Good question.  Let me go get some more "life experience" and I'll get back to ya!


----------



## Neill McKay (19 May 2005)

rnkelly said:
			
		

> I just meant that if the engineering job doesn't require you to be a profesionnal engineer it probably isn't a true engineering job



A better way to put that (which would perhaps draw less fire!) is that a job that wouldn't require you to be a professional engineer *if you were doing it in the civilian workplace* probably isn't a true engineering job (and even that would probably be open to further discussion).   As far as I know, there's nothing to require a military engineer to be a professional engineer to perform engineering work on military property.   So designing a bridge is clearly engineering work, and a military engineer who isn't a registered P. Eng. may be able to do it on a base, but a civilian performing that kind of work on a public highway would defninitely have to be a registered professional engineer.


----------



## Neill McKay (19 May 2005)

RS said:
			
		

> Some NCM's do in fact hold a civilian licence.   My hubby is an Engineer.......He is an AME. In the military he is a Flight Engineer.     In fact there are quite a few technicians that have their Professional License.   With the military experience the board lets them challenge the exams.   Once they pass the exams they have to get hours on a civilian aircraft.   So that means allot of hard work and dedication.

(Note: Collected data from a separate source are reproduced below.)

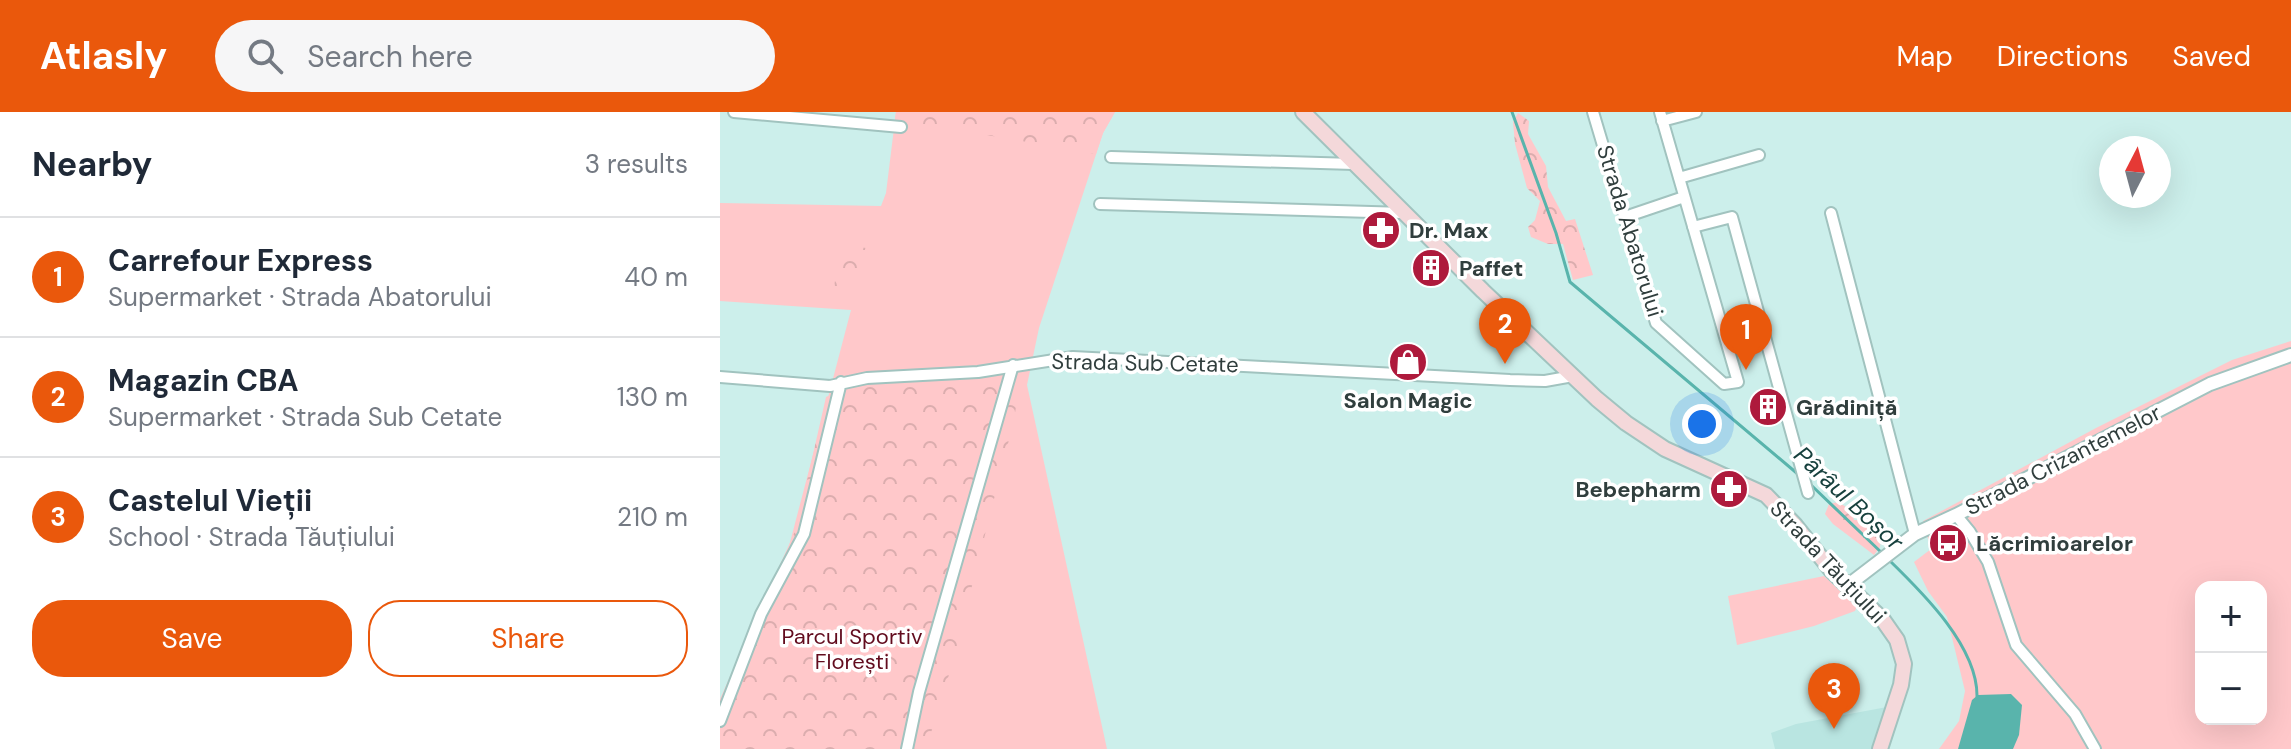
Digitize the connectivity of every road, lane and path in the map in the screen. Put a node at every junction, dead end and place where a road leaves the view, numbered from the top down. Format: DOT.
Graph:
graph roads {
  1 [pos="734,112"];
  2 [pos="1303,112"];
  3 [pos="1593,112"];
  4 [pos="1696,112"];
  5 [pos="1661,116"];
  6 [pos="901,127"];
  7 [pos="1759,155"];
  8 [pos="1111,157"];
  9 [pos="1354,164"];
  10 [pos="1679,178"];
  11 [pos="1684,197"];
  12 [pos="1100,204"];
  13 [pos="1406,213"];
  14 [pos="1831,213"];
  15 [pos="1625,217"];
  16 [pos="1693,227"];
  17 [pos="2291,355"];
  18 [pos="1013,365"];
  19 [pos="1573,376"];
  20 [pos="720,377"];
  21 [pos="841,382"];
  22 [pos="1808,493"];
  23 [pos="1956,515"];
  24 [pos="1915,534"];
  25 [pos="1848,580"];
  26 [pos="720,721"];
  27 [pos="907,749"];
  28 [pos="1880,749"];
  29 [pos="2095,749"];
  1 -- 6 [label="street"];
  2 -- 9 [label="main road, Strada Tăuțiului"];
  3 -- 15 [label="street, Strada Abatorului"];
  4 -- 5 [label="street"];
  5 -- 10 [label="street, Strada Abatorului"];
  7 -- 10 [label="street"];
  8 -- 9 [label="street"];
  9 -- 13 [label="main road, Strada Tăuțiului"];
  10 -- 11 [label="street, Strada Abatorului"];
  11 -- 15 [label="street"];
  11 -- 16 [label="street, Strada Abatorului"];
  12 -- 13 [label="street"];
  13 -- 19 [label="main road, Strada Tăuțiului"];
  14 -- 24 [label="street"];
  15 -- 16 [label="street, Strada Abatorului"];
  16 -- 22 [label="street"];
  17 -- 23 [label="street, Strada Crizantemelor"];
  18 -- 19 [label="street, Strada Sub Cetate"];
  18 -- 21 [label="street, Strada Sub Cetate"];
  18 -- 27 [label="street"];
  19 -- 25 [label="main road, Strada Tăuțiului"];
  20 -- 21 [label="street, Strada Sub Cetate"];
  21 -- 26 [label="street"];
  23 -- 24 [label="street, Strada Crizantemelor"];
  23 -- 29 [label="street"];
  24 -- 25 [label="street, Strada Crizantemelor"];
  25 -- 28 [label="main road, Strada Tăuțiului"];
}
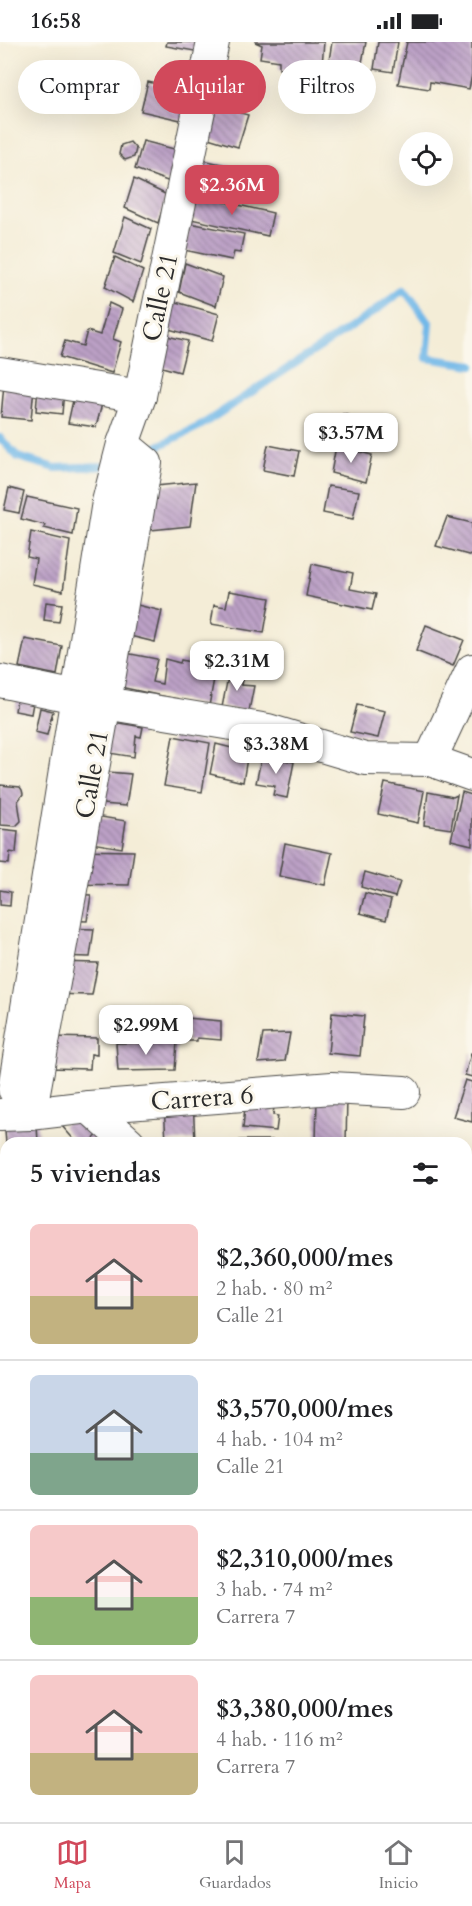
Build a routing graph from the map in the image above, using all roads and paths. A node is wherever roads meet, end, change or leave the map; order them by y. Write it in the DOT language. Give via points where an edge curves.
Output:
graph roads {
  1 [pos="213,42"];
  2 [pos="0,373"];
  3 [pos="140,396"];
  4 [pos="134,453"];
  5 [pos="472,670"];
  6 [pos="0,681"];
  7 [pos="90,701"];
  8 [pos="430,760"];
  9 [pos="472,775"];
  10 [pos="404,1092"];
  11 [pos="15,1106"];
  12 [pos="89,1107"];
  13 [pos="122,1137"];
  1 -- 3 [label="street, Calle 21"];
  2 -- 3 [label="street"];
  3 -- 4 [label="street, Calle 21"];
  4 -- 7 [label="street, Calle 21"];
  4 -- 7 [label="street, Calle 21" via="108,502"];
  5 -- 8 [label="street"];
  6 -- 7 [label="street"];
  7 -- 8 [label="street" via="268,730 365,759"];
  7 -- 11 [label="street, Calle 21"];
  8 -- 9 [label="street"];
  10 -- 12 [label="street, Carrera 6" via="332,1088"];
  11 -- 12 [label="street, Carrera 6"];
  12 -- 13 [label="street"];
}
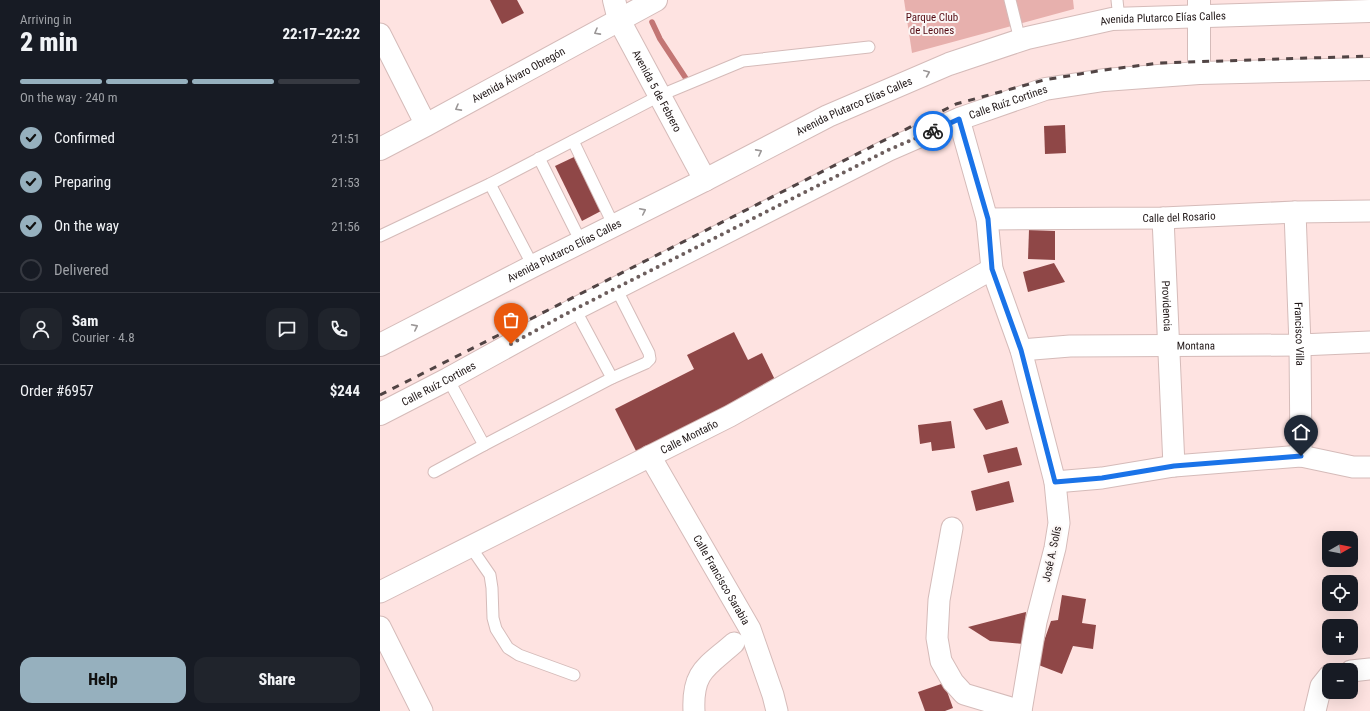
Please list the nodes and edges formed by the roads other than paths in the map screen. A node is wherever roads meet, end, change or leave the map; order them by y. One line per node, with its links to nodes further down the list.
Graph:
1 (656, 0): 5 (main road, Avenida Álvaro Obregón)
2 (1010, 0): 9 (lane)
3 (1326, 6): 4 (main road, Avenida Plutarco Elías Calles); 7 (main road, Avenida Plutarco Elías Calles)
4 (1199, 8): 6 (main road, Avenida Plutarco Elías Calles); 12 (main road)
5 (616, 10): 13 (main road, Avenida 5 de Febrero); 15 (main road, Avenida Álvaro Obregón, one-way to 15)
6 (1118, 10): 9 (main road, Avenida Plutarco Elías Calles)
7 (1370, 11)
8 (380, 34): 15 (street)
9 (1020, 40): 19 (main road, Avenida Plutarco Elías Calles, one-way to 9)
10 (869, 47): 13 (lane)
11 (1370, 69): 12 (main road, Calle Ruíz Cortines)
12 (1199, 73): 14 (main road, Calle Ruíz Cortines)
13 (661, 95): 16 (lane); 19 (main road, Avenida 5 de Febrero)
14 (959, 119): 24 (street, José A. Solís); 30 (main road, Calle Ruíz Cortines)
15 (426, 125): 17 (main road, Avenida Álvaro Obregón)
16 (574, 140): 18 (lane); 25 (lane)
17 (380, 148)
18 (539, 158): 20 (lane); 27 (lane)
19 (705, 180): 25 (main road, Avenida Plutarco Elías Calles, one-way to 19)
20 (490, 184): 26 (lane); 28 (lane)
21 (1370, 210): 22 (street, Calle del Rosario)
22 (1295, 212): 23 (street, Calle del Rosario); 34 (street, Francisco Villa)
23 (1163, 218): 24 (street, Calle del Rosario); 35 (street, Providencia)
24 (988, 219): 29 (street, José A. Solís)
25 (614, 226): 27 (main road, Avenida Plutarco Elías Calles)
26 (380, 236)
27 (581, 242): 28 (main road, Avenida Plutarco Elías Calles)
28 (533, 266): 33 (main road, Avenida Plutarco Elías Calles, one-way to 28)
29 (992, 269): 36 (street, José A. Solís); 41 (street, Calle Montaño)
30 (616, 288): 31 (main road, Calle Ruíz Cortines); 37 (lane)
31 (575, 309): 37 (lane); 38 (main road, Calle Ruíz Cortines)
32 (1370, 342): 34 (street, Montana)
33 (380, 345)
34 (1300, 345): 35 (street, Montana); 42 (street, Francisco Villa)
35 (1168, 346): 36 (street, Montana); 43 (street, Providencia)
36 (1021, 350): 46 (street, José A. Solís)
37 (612, 378): 40 (lane)
38 (448, 380): 39 (main road, Calle Ruíz Cortines); 40 (lane)
39 (380, 414)
40 (484, 445): 45 (lane)
41 (650, 456): 48 (street, Calle Montaño); 59 (street, Calle Francisco Sarabia)
42 (1301, 456): 43 (street); 44 (street)
43 (1174, 466): 46 (street)
44 (1370, 468)
45 (434, 472)
46 (1055, 482): 60 (street, José A. Solís)
47 (952, 528): 60 (street)
48 (470, 546): 49 (street, Calle Montaño); 54 (lane)
49 (380, 592)
50 (380, 627): 57 (street)
51 (734, 643): 58 (street)
52 (1370, 669): 53 (street)
53 (1358, 670)
54 (574, 675)
55 (1322, 685): 56 (street)
56 (1316, 709)
57 (422, 711)
58 (694, 711)
59 (777, 711)
60 (1021, 711)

 I think what you're describing is a trade certification. Registration as a professional engineer isn't the same thing.


----------



## RS (20 May 2005)

Neill McKay said:
			
		

> I think what you're describing is a trade certification. Registration as a professional engineer isn't the same thing.



Whoops, Sorry.

In the civi world AME's are called Engineers.......Aeronautical Mechanical Engineer.  No it's not a degree, it's a diploma.  Just trying to help out with the question..........not the type of Engineer in question.

Cheers,
RS


----------



## Pieman (20 May 2005)

There has been a push recently to include such disciplines as Theoretical Physics, applied math etc. in with the professional engineer registration. Technology is so multidisciplinary these days, there are plenty of other disciplines that are just as qualified to work on some projects that Engineers are. 

Really, a theoretical physicist and a engineer are two different animals and should not be included in the same category. If the Professional engineer registration is to have any meaning, I always felt they should go the opposite direction and include only engineers and be much more specific on the kind of jobs that are suitable for* only* engineers.


----------



## pronto (20 May 2005)

I agree with pieman. I speak from experience being an ex theoretical Physicist and and ex PEng. They are two (albeit interdependant) things. Engineers should be separate. Maybe Physicists should create their own designation, but really, in my opinion, there is no use for it. Engineers need to be registered and certified to make sure the public safety is protected - that was part of the original concept I believe.

I think allowing others in, dilutes the certification. In these days of "everybody is a winner", reduced standards, and praise junkies in school - I think it is important to have something which is restrictive and exclusive, includes apprenticeship times, and asks for a code of ethics.

my 2 cents.


----------



## Pieman (20 May 2005)

> Maybe Physicists should create their own designation, but really, in my opinion, there is no use for it.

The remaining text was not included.